Recommendations for Parties at COP27: 

  • Parties must recognize the link between the climate crisis and the growing violence and repression against land and environmental defenders and take meaningful steps to protect the role of defenders in promoting ambition and enhancing climate action.
  • Ensure a strong and effective Action for Climate Empowerment (ACE) action plan by including the following activities:
    • Hold an ACE Dialogue on Environmental Human rights defenders, including Indigenous peoples and frontline communities, to identify the obstacles that defenders face when trying to exercise their rights to access information, public participation, and education.
    • Identify gaps preventing environmental defenders to exercise access to information and participation in climate action through consultation with Indigenous peoples and frontline communities, relevant UN offices, relevant civil society groups, and other key stakeholders.
    • Provide targeted recommendations for parties, inter-government bodies, and other relevant key stakeholders to take action to increase protection for defenders and enable them to exercise their rights to participate and contribute to decision-making related to climate and environmental matters.
  • Ensure that human rights experts, Indigenous peoples, environmental and human rights defenders, and representatives of frontline communities can participate in the technical dialogue and roundtables of the Global Stocktake and facilitate and lead some of the discussions.
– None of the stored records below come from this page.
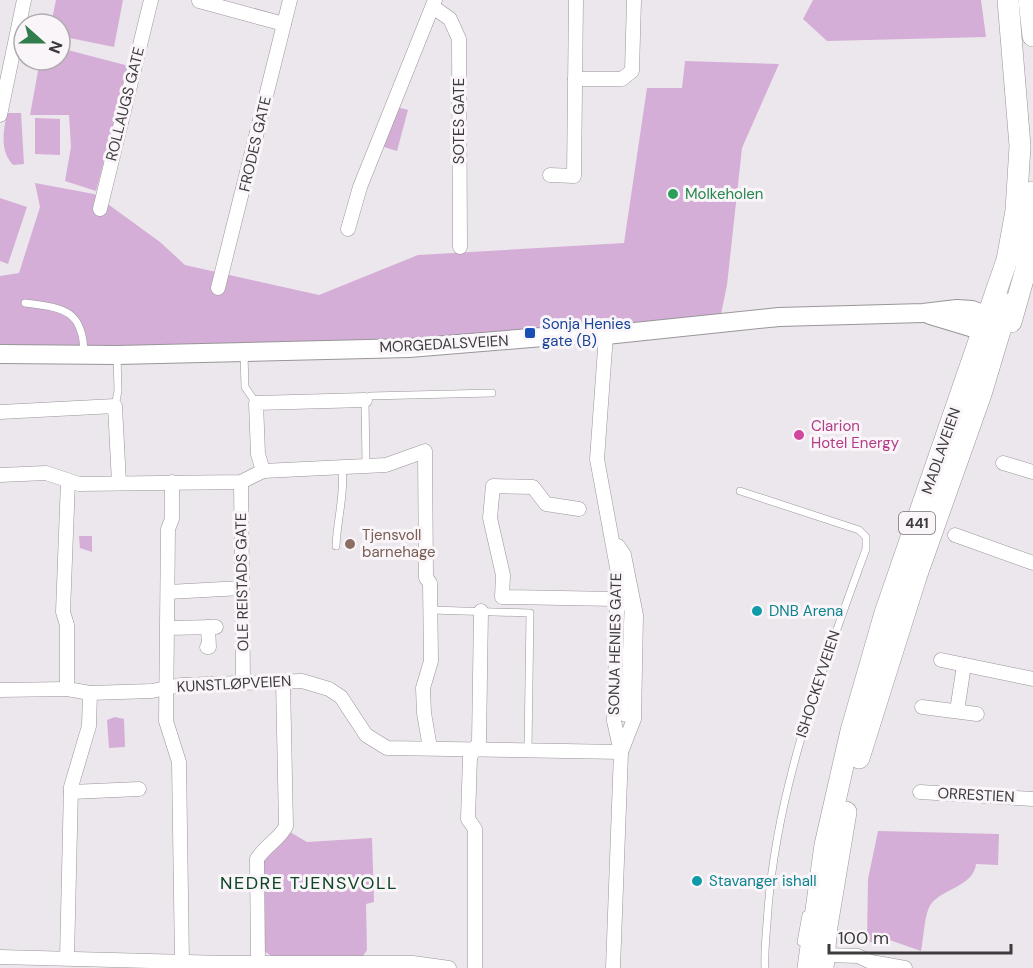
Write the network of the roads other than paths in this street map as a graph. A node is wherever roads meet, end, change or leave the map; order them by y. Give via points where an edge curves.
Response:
1 (24, 0) edge
2 (151, 0) edge
3 (290, 0) edge
4 (576, 0) edge
5 (634, 0) edge
6 (1008, 0) edge
7 (1029, 0) edge
8 (199, 1) edge
9 (434, 4) edge
10 (284, 24) junction
11 (1033, 36) edge
12 (575, 79) junction
13 (0, 115) edge
14 (550, 175) dead end
15 (1032, 201) edge
16 (100, 209) dead end
17 (348, 229) dead end
18 (460, 247) dead end
19 (218, 288) dead end
20 (25, 303) dead end
21 (990, 325) junction
22 (606, 335) junction
23 (244, 352) junction
24 (0, 354) edge
25 (84, 354) junction
26 (117, 355) junction
27 (492, 393) dead end
28 (981, 394) junction
29 (365, 400) junction
30 (256, 403) junction
31 (116, 406) junction
32 (0, 412) edge
33 (1003, 463) dead end
34 (366, 465) junction
35 (342, 468) junction
36 (263, 471) junction
37 (1033, 472) edge
38 (0, 475) edge
39 (68, 481) junction
40 (241, 482) junction
41 (119, 483) junction
42 (172, 483) junction
43 (740, 491) dead end
44 (579, 509) dead end
45 (611, 535) junction
46 (955, 535) dead end
47 (336, 546) dead end
48 (1033, 563) edge
49 (618, 573) junction
50 (242, 588) junction
51 (168, 592) junction
52 (616, 605) junction
53 (431, 610) junction
54 (481, 611) junction
55 (168, 628) junction
56 (207, 647) dead end
57 (626, 649) junction
58 (942, 660) dead end
59 (964, 665) junction
60 (1033, 679) edge
61 (243, 681) junction
62 (283, 681) junction
63 (68, 688) junction
64 (166, 688) junction
65 (0, 690) edge
66 (90, 693) junction
67 (922, 707) dead end
68 (957, 711) junction
69 (977, 714) dead end
70 (624, 718) dead end
71 (430, 748) junction
72 (473, 749) junction
73 (528, 749) junction
74 (621, 752) junction
75 (139, 789) dead end
76 (71, 792) junction
77 (920, 792) dead end
78 (1033, 799) edge
79 (0, 957) edge
80 (182, 961) junction
81 (258, 962) junction
82 (68, 963) edge
83 (813, 963) edge
84 (866, 965) edge
85 (449, 968) edge
86 (475, 968) edge
87 (613, 968) edge
88 (765, 968) edge
89 (905, 968) edge

1 - 13 street
2 - 16 street, ROLLAUGS GATE
3 - 10 street, FRODES GATE
4 - 12 street
5 - 12 street via 632,71 622,79
6 - 21 main road, MADLAVEIEN / 441 via 1020,123 1020,168 1007,260
7 - 11 main road
8 - 10 street
9 - 17 street, SOTES GATE via 360,187
9 - 18 street, SOTES GATE via 450,19 459,39
10 - 19 street, FRODES GATE
12 - 14 street via 574,176
15 - 21 main road, MADLAVEIEN / 441 via 1015,282
15 - 28 main road, MADLAVEIEN / 441 via 1029,248 1020,294 1005,343
20 - 25 lane via 70,313 84,335
21 - 22 street, MORGEDALSVEIEN via 972,310 779,317
21 - 28 main road, MADLAVEIEN / 441
21 - 83 main road, MADLAVEIEN / 441 via 885,613 840,778 818,888
22 - 23 street, MORGEDALSVEIEN
22 - 45 street, SONJA HENIES GATE via 597,459
23 - 26 street, MORGEDALSVEIEN
23 - 30 lane via 245,387
24 - 25 street, MORGEDALSVEIEN
25 - 26 street, MORGEDALSVEIEN
26 - 31 lane
27 - 29 lane via 391,394
28 - 83 main road, MADLAVEIEN / 441 via 863,743
29 - 30 street
29 - 34 lane
30 - 36 street via 258,454
31 - 32 street
31 - 41 street
33 - 37 street
34 - 35 street
34 - 53 street via 386,465 425,452 426,578 430,583
35 - 36 street
35 - 47 lane via 344,487
36 - 40 street
38 - 39 street via 46,473
39 - 41 street
39 - 63 street via 63,612
40 - 42 street
40 - 50 street, OLE REISTADS GATE
41 - 42 street
42 - 51 street
43 - 88 lane, ISHOCKEYVEIEN via 859,530 866,537 866,549 790,774 772,861
44 - 52 street via 546,504 533,487 493,486 490,518 503,575 502,597
45 - 49 street, SONJA HENIES GATE
45 - 74 street, SONJA HENIES GATE via 624,555 636,615 634,719
46 - 48 street
49 - 52 street, SONJA HENIES GATE
49 - 57 lane via 628,610
50 - 51 street
50 - 61 street, OLE REISTADS GATE
51 - 55 street
52 - 57 lane
52 - 74 street, SONJA HENIES GATE via 614,721
53 - 54 lane
53 - 71 street via 431,661 423,688
54 - 72 street via 479,742
54 - 73 lane via 530,613
55 - 56 street via 212,627
55 - 64 street
57 - 70 lane
58 - 59 street
59 - 60 street
59 - 68 street
61 - 62 street, KUNSTLØPVEIEN
61 - 64 street, KUNSTLØPVEIEN
62 - 71 street, KUNSTLØPVEIEN via 302,681 329,689 341,697 366,735 387,748
62 - 81 street via 286,826 257,860
63 - 65 street, KUNSTLØPVEIEN
63 - 66 street, KUNSTLØPVEIEN
64 - 66 street, KUNSTLØPVEIEN
64 - 80 street via 166,721 179,762
66 - 76 street via 89,726
67 - 68 street
68 - 69 street
71 - 72 street, KUNSTLØPVEIEN
72 - 73 street, KUNSTLØPVEIEN
72 - 86 street via 468,819 475,829
73 - 74 street, KUNSTLØPVEIEN
74 - 87 street, SONJA HENIES GATE
75 - 76 street
76 - 82 street
77 - 78 street, ORRESTIEN
79 - 82 street
80 - 81 street
80 - 82 street
81 - 85 street via 413,963
83 - 84 street via 858,956
84 - 89 street

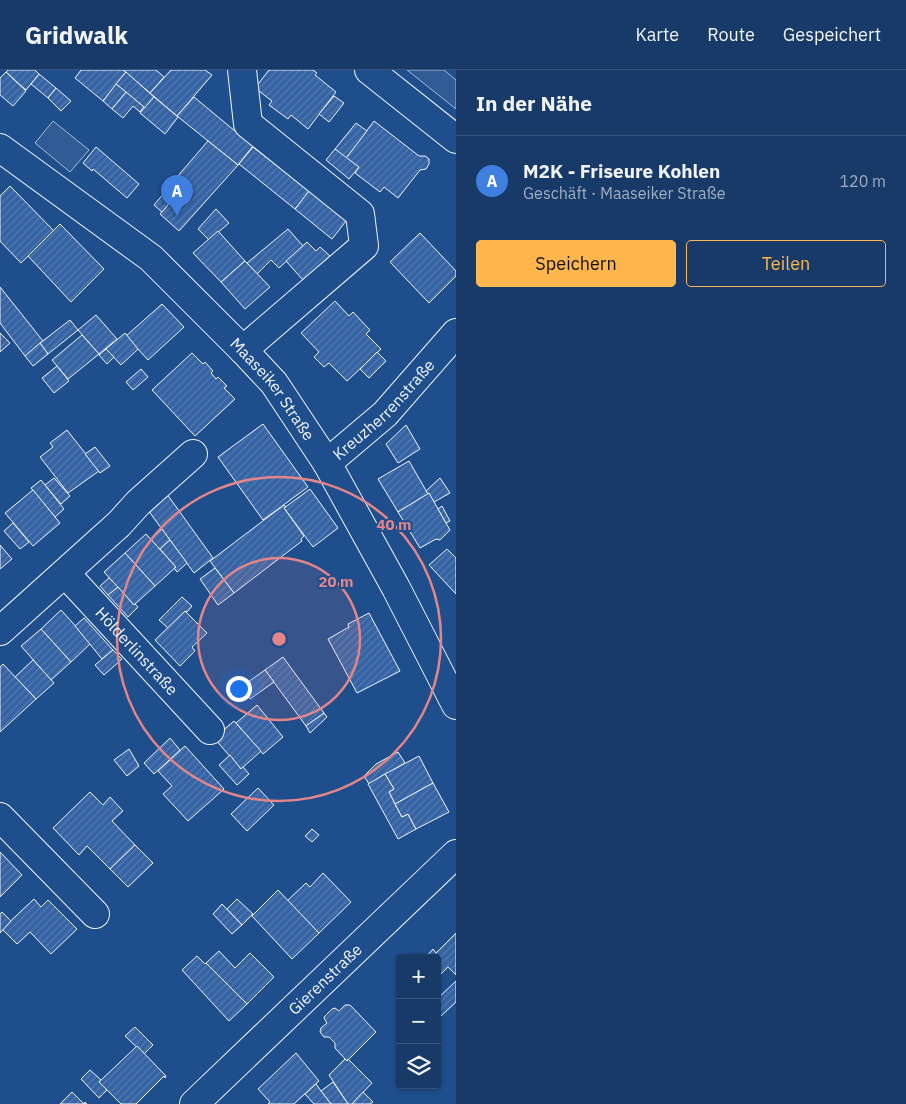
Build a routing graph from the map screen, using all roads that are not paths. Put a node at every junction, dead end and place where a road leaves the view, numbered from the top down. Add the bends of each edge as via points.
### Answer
1 (242, 70) edge
2 (369, 70) edge
3 (456, 139) edge
4 (0, 148) edge
5 (456, 333) edge
6 (243, 350) junction
7 (193, 454) dead end
8 (328, 463) junction
9 (64, 572) junction
10 (0, 631) edge
11 (456, 704) edge
12 (210, 730) dead end
13 (0, 816) edge
14 (456, 854) edge
15 (95, 914) dead end
16 (194, 1104) edge

1 - 6 street via 248,124 360,214 364,246
2 - 3 street
4 - 6 street, Maaseiker Straße via 151,258
5 - 8 street, Kreuzherrenstraße via 385,414
6 - 8 street, Maaseiker Straße via 274,383
7 - 9 street
8 - 11 street, Maaseiker Straße
9 - 10 street
9 - 12 street, Hölderlinstraße
13 - 15 street
14 - 16 street, Gierenstraße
  • Address the situation of environmental and land defenders during the Global Stocktake Technical Dialogue and roundtables. The outcomes of the Global Stocktake should offer specific guidance on how parties should increase their ambition to fulfill their human rights obligations. This should include guidelines to protect the rights of land and environmental defenders and guarantee their access to information, public participation, and consultation.
  • Governments wishing to host COPs should enable the exercise of rights of freedom of association and peaceful assembly and guarantee safe participation by civil society and Indigenous representatives during COPs.